Powered linear actuators are well known and two of such prior art actuators are described in my U.S. Pat. Nos. 4,240,304, issued on Dec. 23, 1980, and 4,306,314, issued on Dec. 15, 1981. Such actuators may be used for the accurate and reliable remote control of equipment brake controls, throttle levers, gear shifts and similar mechanical devices and are particularly valuable for use on heavy equipment being used in hazardous environments.

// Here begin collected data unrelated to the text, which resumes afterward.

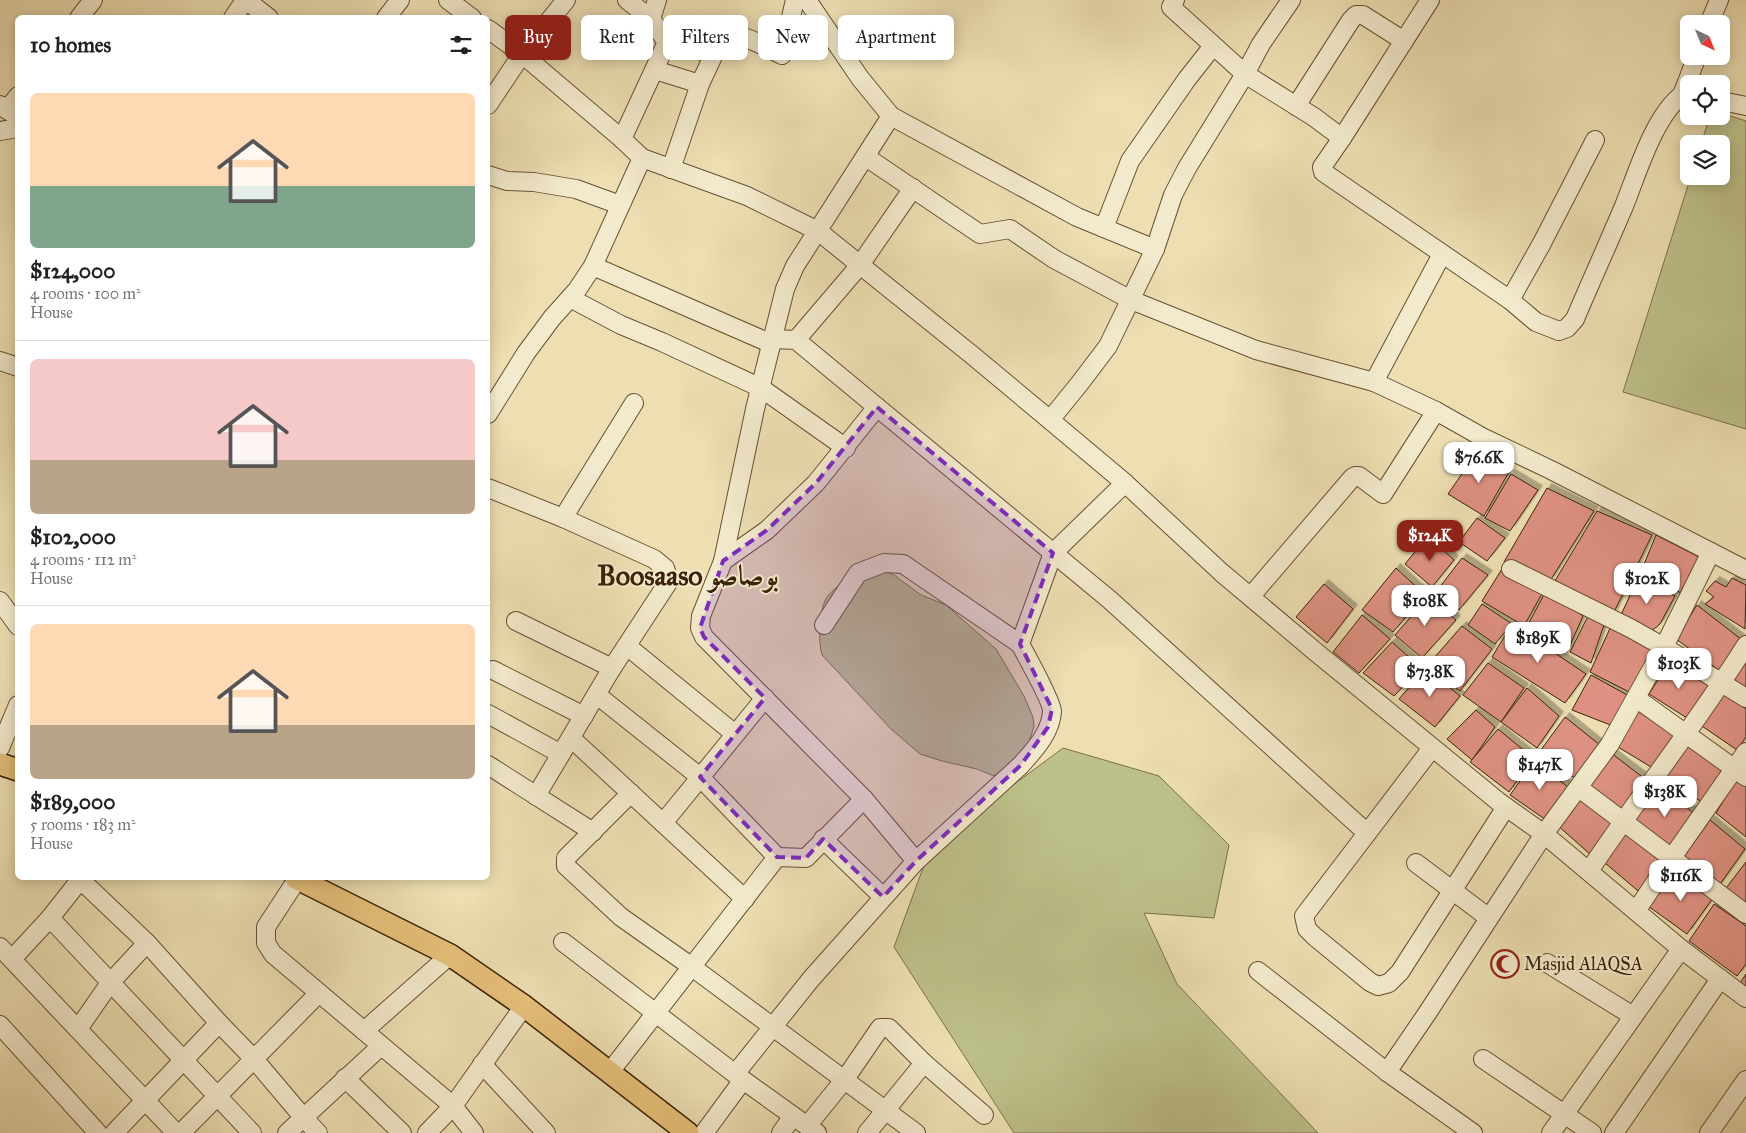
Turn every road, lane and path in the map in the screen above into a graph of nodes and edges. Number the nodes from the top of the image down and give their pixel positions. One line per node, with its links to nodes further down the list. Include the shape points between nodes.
1 (93, 0): 14 (street)
2 (246, 0): 15 (street); 16 (street)
3 (400, 0): 17 (street)
4 (448, 0): 18 (street)
5 (566, 0): 19 (street)
6 (627, 0): 20 (street)
7 (657, 0): 21 (street)
8 (794, 0): 26 (street, via 782,55)
9 (806, 0): 42 (street, via 860,78)
10 (1175, 0): 29 (street, via 1171,7)
11 (1291, 0): 35 (street)
12 (1430, 0): 27 (street)
13 (1718, 0): 22 (street)
14 (81, 15)
15 (235, 15)
16 (265, 15)
17 (388, 15)
18 (468, 15)
19 (554, 15)
20 (646, 15)
21 (652, 15)
22 (1712, 15)
23 (653, 22): 25 (street)
24 (490, 30): 28 (street)
25 (663, 36)
26 (748, 40)
27 (1404, 41): 40 (street, via 1363,15 1356,15); 45 (street)
28 (505, 42)
29 (1213, 46): 35 (street); 54 (street, via 1130,161)
30 (663, 51): 34 (street)
31 (518, 60): 38 (street)
32 (529, 60): 46 (street)
33 (711, 60): 36 (street)
34 (655, 70): 36 (street); 46 (street)
35 (1245, 74): 40 (street); 56 (street, via 1173,195)
36 (700, 84): 50 (street)
37 (1680, 97): 62 (street, via 1665,112 1645,153 1572,324 1559,331 1546,327)
38 (490, 102)
39 (1730, 103): 41 (street)
40 (1296, 106): 45 (street)
41 (1746, 106)
42 (891, 116): 48 (street); 54 (street, via 1012,183)
43 (15, 128): 44 (street)
44 (0, 131)
45 (1342, 138): 57 (street, via 1326,159 1323,172)
46 (622, 139): 49 (street)
47 (1595, 140): 62 (street)
48 (866, 157): 52 (street); 55 (street)
49 (642, 158): 50 (street); 53 (street)
50 (671, 169): 55 (street, via 747,196)
51 (490, 176): 53 (street, via 507,181 576,189)
52 (913, 188): 58 (street); 61 (street, via 980,234 1010,229 1054,259)
53 (620, 205): 59 (street)
54 (1104, 228): 56 (street)
55 (818, 231): 58 (street); 64 (street, via 793,270)
56 (1155, 249): 61 (street)
57 (1442, 254): 62 (street); 67 (street)
58 (860, 265): 63 (street); 73 (street)
59 (593, 266): 60 (street); 64 (street)
60 (570, 298): 68 (street, via 621,325); 72 (street, via 526,354)
61 (1131, 300): 67 (street, via 1256,350); 73 (street, via 1108,346)
62 (1510, 300)
63 (796, 340): 64 (street); 70 (street)
64 (773, 341): 68 (street)
65 (0, 361): 66 (street)
66 (15, 366)
67 (1374, 382): 71 (street)
68 (761, 388): 74 (street); 80 (street)
69 (634, 403): 77 (street)
70 (878, 407): 74 (street); 79 (street)
71 (1436, 410): 78 (street, via 1482,437); 83 (street, via 1384,494 1359,476 1352,478)
72 (490, 411)
73 (1050, 420): 75 (street)
74 (846, 448): 80 (street, via 816,483 767,530)
75 (1125, 482): 79 (street); 83 (street, via 1194,548)
76 (490, 489): 77 (street)
77 (563, 518): 90 (street, via 654,559 664,568 670,581)
78 (1711, 552): 82 (street); 91 (street)
79 (1053, 553): 88 (street); 122 (street, via 1170,652)
80 (723, 561): 96 (street, via 701,616 700,628 704,637)
81 (1511, 569): 91 (street)
82 (1746, 570)
83 (1251, 596): 106 (street)
84 (0, 601): 86 (street)
85 (516, 621): 92 (street)
86 (15, 622)
87 (824, 625): 88 (street, via 858,572 884,563 904,564)
88 (1020, 644): 127 (street, via 1052,709 1048,727 1035,750 1021,765)
89 (1746, 645): 94 (street)
90 (627, 646): 92 (street); 102 (street)
91 (1664, 647): 94 (street); 97 (street)
92 (612, 668): 95 (street)
93 (493, 670): 101 (street)
94 (1722, 683): 98 (street); 103 (street)
95 (597, 695): 101 (street); 113 (street)
96 (765, 698): 102 (street); 117 (street)
97 (1636, 698): 103 (street); 114 (street, via 1610,744)
98 (1746, 698)
99 (15, 712): 105 (street)
100 (490, 715): 108 (street)
101 (584, 716): 104 (street)
102 (735, 734): 113 (street)
103 (1686, 734): 112 (street); 119 (street)
104 (571, 738): 108 (street); 115 (street)
105 (0, 748)
106 (1432, 748): 118 (street); 122 (street)
107 (1746, 752): 112 (street)
108 (561, 754): 116 (street)
109 (0, 764): 111 (main road)
110 (490, 767): 116 (street)
111 (15, 769)
112 (1740, 773): 126 (street)
113 (700, 777): 120 (street); 125 (street)
114 (1579, 788): 119 (street); 123 (street)
115 (631, 794): 120 (street); 121 (street)
116 (536, 796): 121 (street)
117 (864, 799): 124 (street); 127 (street)
118 (1506, 807): 123 (street); 132 (street)
119 (1622, 822): 126 (street); 129 (street)
120 (663, 823): 134 (street)
121 (593, 832): 145 (street, via 566,858 566,866 620,917)
122 (1367, 833): 132 (street, via 1304,916 1307,929 1370,982 1378,986 1388,983 1400,972)
123 (1544, 834): 129 (street); 138 (street)
124 (823, 838): 125 (street, via 806,858); 133 (street)
125 (777, 857): 134 (street)
126 (1671, 859): 135 (street); 136 (street)
127 (916, 861): 133 (street)
128 (1416, 863): 132 (street)
129 (1589, 871): 135 (street)
130 (296, 880): 149 (street, via 266,928 266,943 273,954)
131 (301, 880): 143 (main road)
132 (1452, 890): 138 (street)
133 (883, 897): 156 (street, via 810,979)
134 (746, 899): 145 (street)
135 (1636, 911): 141 (street)
136 (1746, 914)
137 (50, 918): 140 (street, via 76,885 85,884); 142 (street); 148 (street)
138 (1489, 918): 165 (street)
139 (563, 942): 152 (street)
140 (147, 943): 148 (street); 154 (street)
141 (1681, 949): 147 (street); 153 (street)
142 (6, 953): 157 (street)
143 (450, 955): 151 (main road); 158 (street)
144 (1546, 963): 153 (street)
145 (692, 967): 152 (street); 156 (street)
146 (1258, 971): 165 (street)
147 (1720, 979): 150 (street); 198 (street)
148 (110, 983): 157 (street); 162 (street)
149 (319, 994): 158 (street); 160 (street)
150 (1746, 998)
151 (524, 1006): 164 (street); 166 (main road)
152 (655, 1013): 166 (street); 167 (street)
153 (1633, 1016): 175 (street)
154 (219, 1023): 160 (street); 162 (street)
155 (0, 1025): 180 (street)
156 (774, 1027): 167 (street); 169 (street)
157 (78, 1029): 172 (street)
158 (364, 1031): 159 (street)
159 (381, 1046): 168 (street); 173 (street)
160 (254, 1059): 171 (street); 177 (street)
161 (1483, 1059): 175 (street)
162 (184, 1061): 171 (street); 172 (street)
163 (924, 1063): 169 (street, via 888,1028 880,1028); 174 (street); 176 (street)
164 (482, 1064): 173 (street); 190 (street)
165 (1387, 1072): 179 (street)
166 (609, 1073): 191 (main road)
167 (739, 1077): 178 (street); 192 (street)
168 (345, 1078): 177 (street); 187 (street)
169 (845, 1079): 174 (street); 178 (street)
170 (1746, 1080): 199 (street)
171 (217, 1097): 183 (street); 184 (street)
172 (145, 1101): 181 (street); 182 (street)
173 (453, 1106): 188 (street); 189 (street)
174 (886, 1110): 194 (street); 195 (street)
175 (1564, 1114): 196 (street); 197 (street)
176 (984, 1115)
177 (303, 1117): 185 (street); 186 (street)
178 (805, 1125): 193 (street)
179 (1470, 1132)
180 (98, 1133)
181 (114, 1133)
182 (176, 1133)
183 (181, 1133)
184 (252, 1133)
185 (287, 1133)
186 (318, 1133)
187 (402, 1133)
188 (427, 1133)
189 (474, 1133)
190 (546, 1133)
191 (688, 1133)
192 (704, 1133)
193 (781, 1133)
194 (867, 1133)
195 (916, 1133)
196 (1551, 1133)
197 (1592, 1133)
198 (1614, 1133)
199 (1709, 1133)

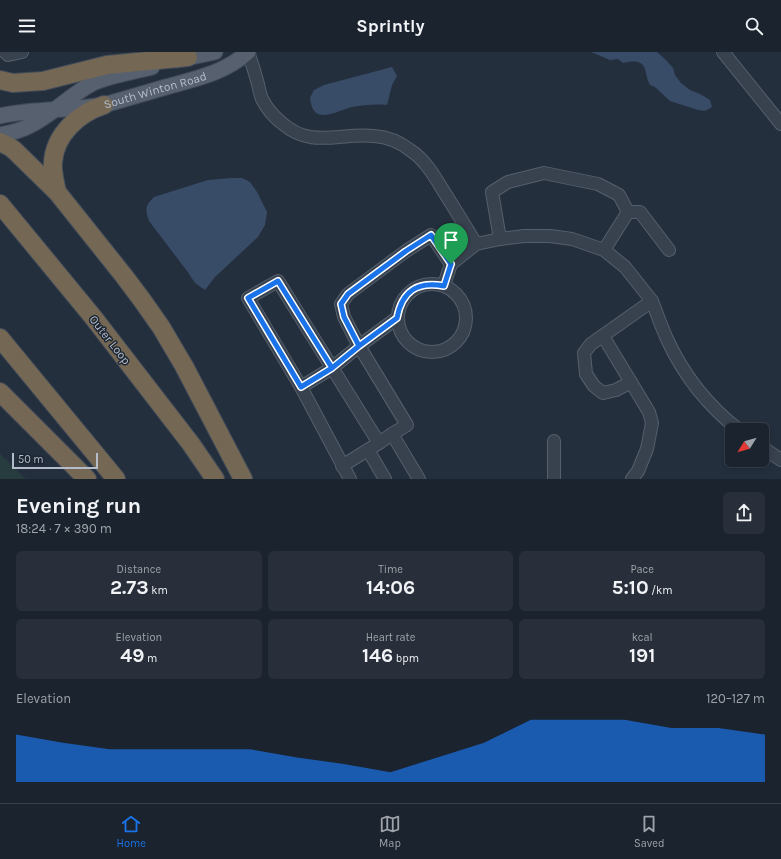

While the actuator disclosed herein performs similar functions to those of the prior art, it is a more compact and powerful unit and may be constructed on a relatively large scale to provide very high linear forces but with high positioning accuracy to various devices or structures. The actuator is being described in the preferred embodiment for the operation of a hydraulic control valve lever which, because of the power release feature, may be either manually operated or motor controlled. Because the actuator is compact, it is a very flexible, modular unit which may be added to many existing control systems to provide an additional output. The actuator module to be described includes a housing for its servo circuitry so that a total control system may be assembled by incorporating several of the actuator modules on one enclosed controller chassis with only the output shafts of each actuator extending from the system housing and electrical connectors in the chassis for entering the desired control signals.
Briefly described, the actuator of the invention comprises a reversible electrical motor driving a geared speed reducer which is coupled to a slip clutch attached to a drive plate rotatable about the slip clutch's axis. A free swinging second drive plate is pivotally coupled to the motor driven drive plate and the linear output shaft is coupled to the upper end of the second drive plate opposite the plate pivotal coupling. A solenoid mounted on the motor driven drive plate is operable to interconnect the two plates so that the output drive shaft may be freely moved when the solenoid disengages the two plates, or is driven by the motor when the two plates are interconnected by the solenoid.
In the drawings which illustrate the preferred embodiment of the invention:
FIG. 1 is a sectional view illustrating a prior art linear actuator;
FIG. 2 is a front elevation view of the linear actuator of the invention adapted to control a hydraulic valve control lever;
FIG. 3 is a side elevation view of the actuator;
FIG. 4 is a sectional view illustrating the details of the solenoid drive plate interconnector;
FIG. 5 is a front elevation view illustrating the motor driven actuation of the valve control lever;
FIG. 6 is a front elevation view illustrating a manually driven actuation of the valve control lever;
FIG. 7 is a front elevation view illustrating manual actuation of the output shaft toward the left; and
FIG. 8 is a front elevation view illustrating motor actuation of the output shaft toward the left.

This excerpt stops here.